### EXERCISE REQUIREMENTS
Below are the records; copy exactly the lines from the first through the one containing "position:absolute; left:304px; top:68px;", both included, and leave out the pictures.

### DATASET CONTENT
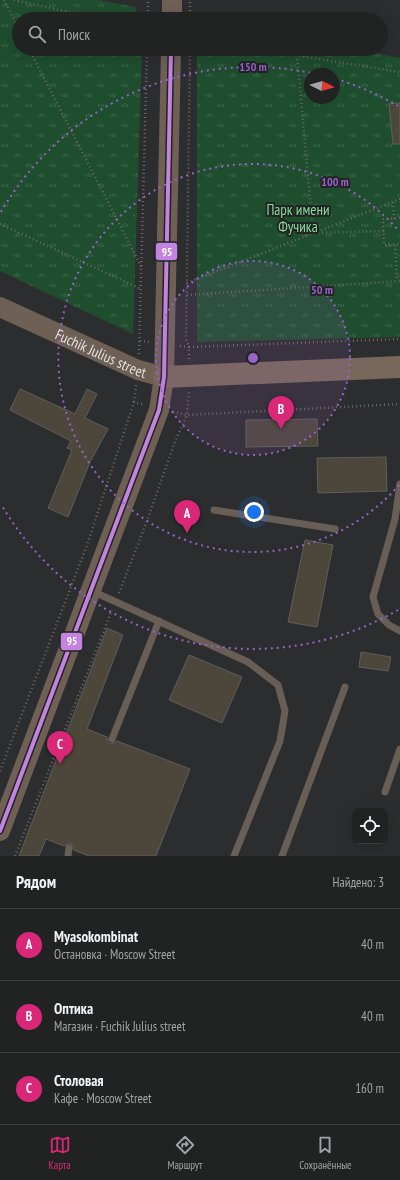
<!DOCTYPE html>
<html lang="ru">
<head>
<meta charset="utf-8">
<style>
	:root { --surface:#212222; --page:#2d2f2f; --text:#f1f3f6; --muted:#a2a4a5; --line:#3e3f40; --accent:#db2777 }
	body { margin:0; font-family:"PT Sans Narrow",sans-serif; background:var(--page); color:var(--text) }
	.controls { position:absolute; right:12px; bottom:12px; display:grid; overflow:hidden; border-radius:8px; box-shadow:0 4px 16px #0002 }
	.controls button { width:36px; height:36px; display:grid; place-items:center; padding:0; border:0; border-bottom:1px solid var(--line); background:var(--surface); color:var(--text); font:20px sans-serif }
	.compass { position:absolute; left:304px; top:68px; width:36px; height:36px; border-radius:50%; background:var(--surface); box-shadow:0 4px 16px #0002; rotate:96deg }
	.you { position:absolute; left:254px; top:512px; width:14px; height:14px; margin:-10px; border:3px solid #fff; border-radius:50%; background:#1a73e8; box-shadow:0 0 0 6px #1a73e833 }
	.badge { display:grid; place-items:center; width:26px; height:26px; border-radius:50%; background:var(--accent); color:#fff; font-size:13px; font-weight:700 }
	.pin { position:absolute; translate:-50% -33px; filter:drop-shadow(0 1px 2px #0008) }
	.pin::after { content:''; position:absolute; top:21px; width:14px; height:12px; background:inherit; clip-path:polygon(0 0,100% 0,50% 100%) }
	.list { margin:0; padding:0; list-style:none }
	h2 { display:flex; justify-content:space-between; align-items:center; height:52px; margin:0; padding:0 16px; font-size:17px }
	h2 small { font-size:13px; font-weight:400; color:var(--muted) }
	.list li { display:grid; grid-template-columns:26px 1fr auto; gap:12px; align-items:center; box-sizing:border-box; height:72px; padding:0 16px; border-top:1px solid var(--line) }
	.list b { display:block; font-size:15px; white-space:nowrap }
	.list p { margin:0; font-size:13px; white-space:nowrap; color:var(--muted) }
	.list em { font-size:13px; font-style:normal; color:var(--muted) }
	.icon { flex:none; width:22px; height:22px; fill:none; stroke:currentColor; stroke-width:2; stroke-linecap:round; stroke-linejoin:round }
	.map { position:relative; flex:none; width:400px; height:856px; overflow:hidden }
	.search { position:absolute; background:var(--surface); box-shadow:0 4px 16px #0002; left:12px; right:12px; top:12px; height:44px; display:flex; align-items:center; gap:10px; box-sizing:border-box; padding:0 14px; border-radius:22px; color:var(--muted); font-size:15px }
	.sheet { height:268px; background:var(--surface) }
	nav { display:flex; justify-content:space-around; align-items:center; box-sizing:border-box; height:56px; border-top:1px solid var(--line); background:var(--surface); font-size:11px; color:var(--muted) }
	nav a { display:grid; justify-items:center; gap:2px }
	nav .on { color:var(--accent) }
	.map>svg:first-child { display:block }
	.park { fill:url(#park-tufts); fill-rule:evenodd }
	.building { fill:#4c463b; stroke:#5f5e5e }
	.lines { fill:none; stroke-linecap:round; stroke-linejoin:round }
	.path { stroke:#6d6763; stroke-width:2.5; stroke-dasharray:1 3; stroke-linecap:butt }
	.lane { stroke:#695e56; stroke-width:7 }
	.secondary { stroke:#6f6056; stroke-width:20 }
	.primary { stroke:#78675b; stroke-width:22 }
	.bus-1-casing { stroke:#212325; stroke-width:7 }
	.bus-1 { stroke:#c483df; stroke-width:4 }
	.ring { fill:none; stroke:#9962c9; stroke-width:2; stroke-dasharray:2 4 }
	.labels { text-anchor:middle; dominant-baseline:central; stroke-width:4; stroke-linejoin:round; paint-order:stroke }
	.park-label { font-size:15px; fill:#85da9c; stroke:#212325 }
	.street-label { font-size:15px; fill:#dedfe1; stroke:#212325 }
	.centre { fill:#9962c9; stroke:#212325; stroke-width:2 }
	.ring-label { font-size:12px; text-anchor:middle; font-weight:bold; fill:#9962c9; stroke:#212325; stroke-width:4; stroke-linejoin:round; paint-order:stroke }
	.line-badge { stroke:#212325; stroke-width:1.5 }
	.badge-label { font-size:11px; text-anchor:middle; font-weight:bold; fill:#fff }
</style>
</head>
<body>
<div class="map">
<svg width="400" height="856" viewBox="0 0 400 856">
	<defs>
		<pattern id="park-tufts" width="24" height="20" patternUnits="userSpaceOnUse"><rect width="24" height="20" fill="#1f4e2f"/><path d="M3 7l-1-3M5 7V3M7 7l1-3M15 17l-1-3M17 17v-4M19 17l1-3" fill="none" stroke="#3f674d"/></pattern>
	</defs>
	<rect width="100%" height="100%" fill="#2c2d2e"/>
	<g class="park">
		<path d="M0,0H99L135,7L138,19H19V49H142L133,334L0,271Z"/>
		<path d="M197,49H353L400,58V337L197,342ZM310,74H334V98H310Z"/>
	</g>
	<g class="building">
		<path d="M400,103V144H393L389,104Z"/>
		<path d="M20,389L75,414L87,389L97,394L85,418L108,429L90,462L68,517L48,508L72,450L67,448L71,441L10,410Z"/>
		<path d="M317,419L318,446L246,447V420Z"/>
		<path d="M386,457L387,491L318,493L317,458Z"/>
		<path d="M305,540L333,545L317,627L288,622Z"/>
		<path d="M107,628L123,635L87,729L107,737L108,742L111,744L117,741L190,769L156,856H89L74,850L73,846L70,843L64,846L46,839L39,856H19Z"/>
		<path d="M361,652L391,657L388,671L359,667Z"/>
		<path d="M189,655L242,677L222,723L169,700Z"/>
	</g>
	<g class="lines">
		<g class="path">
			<path d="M4,0L19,29"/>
			<path d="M14,0L101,19"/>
			<path d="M148,19V0"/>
			<path d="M190,19V0"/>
			<path d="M29,49L142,268"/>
			<path d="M256,49L400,72"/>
			<path d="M297,55L313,233L384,231"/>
			<path d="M393,202L394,219"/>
			<path d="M400,218L383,219L384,245L400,244"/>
			<path d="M0,224L141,289"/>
			<path d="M395,245L397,281"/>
			<path d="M187,283L400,199"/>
			<path d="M187,295L400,281"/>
			<path d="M140,341L149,342"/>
			<path d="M180,346L189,347L186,339L190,49"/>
			<path d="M139,354L147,49"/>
			<path d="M189,359V347L400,339"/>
			<path d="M134,402L136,385"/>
			<path d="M173,412L187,415L189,392"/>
			<path d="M119,593L147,521L174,444L187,415L400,404"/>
			<path d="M0,771L87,545L134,402L145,405"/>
			<path d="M15,856L112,610"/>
		</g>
		<g class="lane">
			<path d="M400,484L395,519L373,597L378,614L389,625L400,631"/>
			<path d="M214,510L335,529"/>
			<path d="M92,591L248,662L278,685L285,711L280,741L234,856"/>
			<path d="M112,739L159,621"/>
			<path d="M385,792L400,749"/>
			<path d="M68,856L69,848"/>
			<path d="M282,856L345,687"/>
		</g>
		<g class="secondary">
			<path d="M172,19V0"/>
			<path id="s1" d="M0,307L138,370L164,377"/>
			<path d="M0,831L159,410L164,377L171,49"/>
		</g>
		<path class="primary" d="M164,377L400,367"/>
		<defs>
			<path id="bus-1" d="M0,831L159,410L164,377L171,49"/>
		</defs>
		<use href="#bus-1" class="bus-1-casing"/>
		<use href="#bus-1" class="bus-1"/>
	</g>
	<circle cx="253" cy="358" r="97" fill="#9962c9" fill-opacity=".12"/>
	<g class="ring">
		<circle cx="253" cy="358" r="97"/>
		<path d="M399 485A194 194 0 1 1 399 231"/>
		<path d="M398 610A291 291 0 0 1 1 504M1 212A291 291 0 0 1 316 74M336 79A291 291 0 0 1 398 106"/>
	</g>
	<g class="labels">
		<g class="park-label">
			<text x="298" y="209">Парк имени<tspan x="298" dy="17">Фучика</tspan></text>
		</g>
		<g class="street-label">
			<text stroke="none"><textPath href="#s1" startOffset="111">Fuchik Julius street</textPath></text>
		</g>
	</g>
	<circle cx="253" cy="358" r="6" class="centre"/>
	<g class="ring-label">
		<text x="253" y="71">150 m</text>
		<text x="335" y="186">100 m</text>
		<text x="322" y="294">50 m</text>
	</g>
	<g class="line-badge">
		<rect x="155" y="242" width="23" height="19" rx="4" fill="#c483df"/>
		<rect x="60" y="632" width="23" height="19" rx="4" fill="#c483df"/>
	</g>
	<g class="badge-label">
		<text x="167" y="256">95</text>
		<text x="72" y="645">95</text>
	</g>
</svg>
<div class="controls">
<button><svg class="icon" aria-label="locate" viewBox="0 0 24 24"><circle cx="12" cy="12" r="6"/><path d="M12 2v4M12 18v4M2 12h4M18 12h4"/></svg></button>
</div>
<svg class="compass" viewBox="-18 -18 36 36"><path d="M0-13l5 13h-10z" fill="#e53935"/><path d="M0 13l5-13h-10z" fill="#a2a4a5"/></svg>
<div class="you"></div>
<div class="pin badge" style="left:187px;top:533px">A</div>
<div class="pin badge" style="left:281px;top:429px">B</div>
<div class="pin badge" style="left:60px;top:764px">C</div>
<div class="search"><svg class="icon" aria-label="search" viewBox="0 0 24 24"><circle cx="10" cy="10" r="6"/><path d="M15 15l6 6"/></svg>Поиск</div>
</div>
<section class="sheet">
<h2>Рядом<small>Найдено: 3</small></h2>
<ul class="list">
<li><span class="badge">A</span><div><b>Myasokombinat</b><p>Остановка · Moscow Street</p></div><em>40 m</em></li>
<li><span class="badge">B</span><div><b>Оптика</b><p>Магазин · Fuchik Julius street</p></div><em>40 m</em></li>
<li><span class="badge">C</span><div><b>Столовая</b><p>Кафе · Moscow Street</p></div><em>160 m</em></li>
</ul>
</section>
<nav>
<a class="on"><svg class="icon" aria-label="map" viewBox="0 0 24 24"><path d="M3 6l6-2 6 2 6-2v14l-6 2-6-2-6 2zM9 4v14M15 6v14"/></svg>Карта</a>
<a><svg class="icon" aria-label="directions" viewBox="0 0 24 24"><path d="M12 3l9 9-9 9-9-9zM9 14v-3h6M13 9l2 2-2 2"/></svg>Маршрут</a>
<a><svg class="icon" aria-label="saved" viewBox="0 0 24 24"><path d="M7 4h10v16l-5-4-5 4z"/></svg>Сохранённые</a>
</nav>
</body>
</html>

### EXERCISE ANSWER
<!DOCTYPE html>
<html lang="ru">
<head>
<meta charset="utf-8">
<style>
	:root { --surface:#212222; --page:#2d2f2f; --text:#f1f3f6; --muted:#a2a4a5; --line:#3e3f40; --accent:#db2777 }
	body { margin:0; font-family:"PT Sans Narrow",sans-serif; background:var(--page); color:var(--text) }
	.controls { position:absolute; right:12px; bottom:12px; display:grid; overflow:hidden; border-radius:8px; box-shadow:0 4px 16px #0002 }
	.controls button { width:36px; height:36px; display:grid; place-items:center; padding:0; border:0; border-bottom:1px solid var(--line); background:var(--surface); color:var(--text); font:20px sans-serif }
	.compass { position:absolute; left:304px; top:68px; width:36px; height:36px; border-radius:50%; background:var(--surface); box-shadow:0 4px 16px #0002; rotate:96deg }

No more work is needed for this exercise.